Angelica Hamilton was, to put it simply, distraught. When the doctor had sent for Elizabeth and Alexander Hamilton, she hadn't thought much of it; one of her siblings was always getting injured here or there, never anything too serious. When they didn't come back with a banged up Alexander jr or John that night, she started to worry. The next day, she woke up to a letter on her bedside table.

 _My dearest, eldest child,_

That was when Angelica knew something had gone horribly, horribly wrong. Philip hadn't come home either, she had simply assumed he was off dallying with some girl. She wasn't the oldest. Philip was. Her parents still weren't home.

 _Your mother and I are terribly sorry to inform you in such an impersonal manner, but Philip was shot during a duel with a George Eaker, and he might not make it to see the next sunrise. Both Eliza and I will not be home for the next two days, I expect you to take care of the children._

 _Your loving parents, Alexander and Elizabeth Hamilton._

She wasn't ashamed to say it took her over ten minutes to read the short letter, her eyes blurring with tears before she had gotten to the second line. Philip had been - he had been the one thing she could always count on. He had been the brightness in her lightless day. He had been her older brother, the one who would protect her through thick and thin. He had been her best friend. He had been her everything.

When her siblings eventually found her, curious as to where their parents and older brother were, she was at the piano, staring numble into space as her fingers played on muscle memory alone.

' _Un, deux, trois, quatre, cinq, six sept, huit neuf,_

 _Sept, huit…'_

They hadn't really found her, and they never would. She was gone, staring off into space and withering away from the loss of the one person that encompassed her will to live.

When Eliza hamilton had been rushed to her sister's house, she still hadn't all the facts. All she had known was that her eldest son had been shot in a duel with George Eaker, and that he was bleeding out in her older sister's bed. That was more than enough. The carriage ride was too long, and too alone. Alexander was yet to contact her, and she could only hope that at least he was at Philip's bedside.

' _Is he breathing, is he going to survive this?'_

She managed to gasp out as she stumbled into the mansion, acting like a madwoman but not really caring. Angelica was there, when she needed her, and simply gave her a shoulder to lean on as she led Eliza to where Philip was resting. Teartracks marred her cheeks. Her husband was leaning over the plush pillows, his entire body spasming eratically. For once, he seemed utterly shaken, all his defences failing him.

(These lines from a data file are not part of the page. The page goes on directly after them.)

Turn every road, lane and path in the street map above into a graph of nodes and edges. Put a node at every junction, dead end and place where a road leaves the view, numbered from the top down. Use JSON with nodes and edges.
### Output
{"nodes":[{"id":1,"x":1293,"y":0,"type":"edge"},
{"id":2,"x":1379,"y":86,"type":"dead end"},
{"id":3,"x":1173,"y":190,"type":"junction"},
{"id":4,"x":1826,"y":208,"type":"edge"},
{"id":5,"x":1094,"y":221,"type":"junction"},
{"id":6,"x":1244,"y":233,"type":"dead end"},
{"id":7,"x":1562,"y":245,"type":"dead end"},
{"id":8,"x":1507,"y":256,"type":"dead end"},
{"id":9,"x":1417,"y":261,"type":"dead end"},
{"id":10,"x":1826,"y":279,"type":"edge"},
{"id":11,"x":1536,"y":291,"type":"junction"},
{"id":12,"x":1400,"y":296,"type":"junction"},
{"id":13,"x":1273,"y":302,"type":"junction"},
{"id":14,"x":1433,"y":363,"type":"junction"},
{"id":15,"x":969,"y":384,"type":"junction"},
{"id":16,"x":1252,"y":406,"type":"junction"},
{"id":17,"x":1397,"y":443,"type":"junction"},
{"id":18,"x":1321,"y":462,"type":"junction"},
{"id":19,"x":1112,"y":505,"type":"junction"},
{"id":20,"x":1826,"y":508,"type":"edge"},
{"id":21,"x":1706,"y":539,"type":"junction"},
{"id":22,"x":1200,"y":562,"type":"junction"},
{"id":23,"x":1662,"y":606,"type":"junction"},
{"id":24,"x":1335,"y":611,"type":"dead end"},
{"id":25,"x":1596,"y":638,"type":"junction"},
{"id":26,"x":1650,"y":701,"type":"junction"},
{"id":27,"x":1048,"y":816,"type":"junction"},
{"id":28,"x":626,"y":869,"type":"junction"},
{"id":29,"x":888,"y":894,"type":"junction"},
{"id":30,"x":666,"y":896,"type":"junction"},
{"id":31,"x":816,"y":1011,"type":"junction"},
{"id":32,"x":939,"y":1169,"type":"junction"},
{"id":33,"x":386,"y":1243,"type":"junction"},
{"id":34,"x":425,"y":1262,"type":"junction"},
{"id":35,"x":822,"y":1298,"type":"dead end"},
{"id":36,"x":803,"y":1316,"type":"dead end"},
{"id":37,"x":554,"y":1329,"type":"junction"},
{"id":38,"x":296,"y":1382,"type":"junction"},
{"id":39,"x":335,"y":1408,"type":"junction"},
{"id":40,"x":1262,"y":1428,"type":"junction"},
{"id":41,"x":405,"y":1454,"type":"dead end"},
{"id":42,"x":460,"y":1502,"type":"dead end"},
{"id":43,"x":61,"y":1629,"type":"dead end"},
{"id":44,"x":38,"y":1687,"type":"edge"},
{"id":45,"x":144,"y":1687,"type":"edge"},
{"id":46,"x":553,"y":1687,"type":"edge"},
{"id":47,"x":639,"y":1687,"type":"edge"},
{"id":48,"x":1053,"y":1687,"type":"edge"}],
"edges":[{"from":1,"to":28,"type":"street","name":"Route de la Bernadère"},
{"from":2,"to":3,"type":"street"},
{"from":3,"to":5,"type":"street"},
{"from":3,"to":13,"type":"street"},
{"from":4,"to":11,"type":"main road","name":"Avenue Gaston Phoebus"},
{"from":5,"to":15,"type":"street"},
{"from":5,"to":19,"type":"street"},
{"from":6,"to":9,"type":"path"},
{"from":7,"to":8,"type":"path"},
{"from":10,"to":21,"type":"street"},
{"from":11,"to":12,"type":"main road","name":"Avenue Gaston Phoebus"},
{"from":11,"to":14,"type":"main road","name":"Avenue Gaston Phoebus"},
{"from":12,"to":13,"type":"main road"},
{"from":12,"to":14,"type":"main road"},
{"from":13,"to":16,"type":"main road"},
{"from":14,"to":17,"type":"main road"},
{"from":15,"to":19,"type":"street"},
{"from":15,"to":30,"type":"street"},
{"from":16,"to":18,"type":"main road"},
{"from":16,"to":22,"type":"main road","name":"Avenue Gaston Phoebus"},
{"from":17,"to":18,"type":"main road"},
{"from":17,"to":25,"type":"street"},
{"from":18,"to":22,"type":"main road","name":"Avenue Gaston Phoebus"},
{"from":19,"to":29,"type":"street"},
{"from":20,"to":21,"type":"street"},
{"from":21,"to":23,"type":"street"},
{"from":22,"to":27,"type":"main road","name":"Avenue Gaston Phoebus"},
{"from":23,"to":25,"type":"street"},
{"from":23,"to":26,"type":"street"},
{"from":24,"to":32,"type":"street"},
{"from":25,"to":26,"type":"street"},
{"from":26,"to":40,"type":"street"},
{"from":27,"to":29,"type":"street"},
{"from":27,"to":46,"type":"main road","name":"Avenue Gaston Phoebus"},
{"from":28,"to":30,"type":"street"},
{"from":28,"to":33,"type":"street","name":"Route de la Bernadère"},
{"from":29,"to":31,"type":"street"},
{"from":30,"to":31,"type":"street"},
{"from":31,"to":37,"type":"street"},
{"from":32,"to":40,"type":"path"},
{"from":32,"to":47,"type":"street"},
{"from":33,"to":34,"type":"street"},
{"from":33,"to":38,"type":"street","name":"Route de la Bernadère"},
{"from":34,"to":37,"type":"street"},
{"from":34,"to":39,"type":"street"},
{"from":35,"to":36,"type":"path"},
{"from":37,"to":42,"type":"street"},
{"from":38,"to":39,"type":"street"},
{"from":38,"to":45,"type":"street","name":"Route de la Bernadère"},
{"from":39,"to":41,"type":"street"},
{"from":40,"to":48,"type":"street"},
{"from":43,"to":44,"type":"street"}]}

Philip's eyes were blurred with pain, but he managed to register Eliza's entrance.

' _Mum, I'm so sorry,_

 _for forgetting,_

 _what you taught me,'_

He said, his voice surprisingly clear, even as she saw the life fading from his usually warm brown eyes.

' _I taught you piano,'_

Eliza smiled, clinging to the small bit of warmth the memory provided. The doctor came in, but did nothing.

'I'm afraid there's nothing I can do, you have maybe five more minutes to say goodbye,' the doctor said gravely before leaving the room once and for all. Angelica left also, after pressing one last kiss to her nephew's forehead. The Hamilton family was distraught, both Alexander and Eliza were weeping, clinging onto each other, and in their moment of weakness, unwittingly, Eliza forgave him. Family is so fragile, and it all go away so, so, quickly.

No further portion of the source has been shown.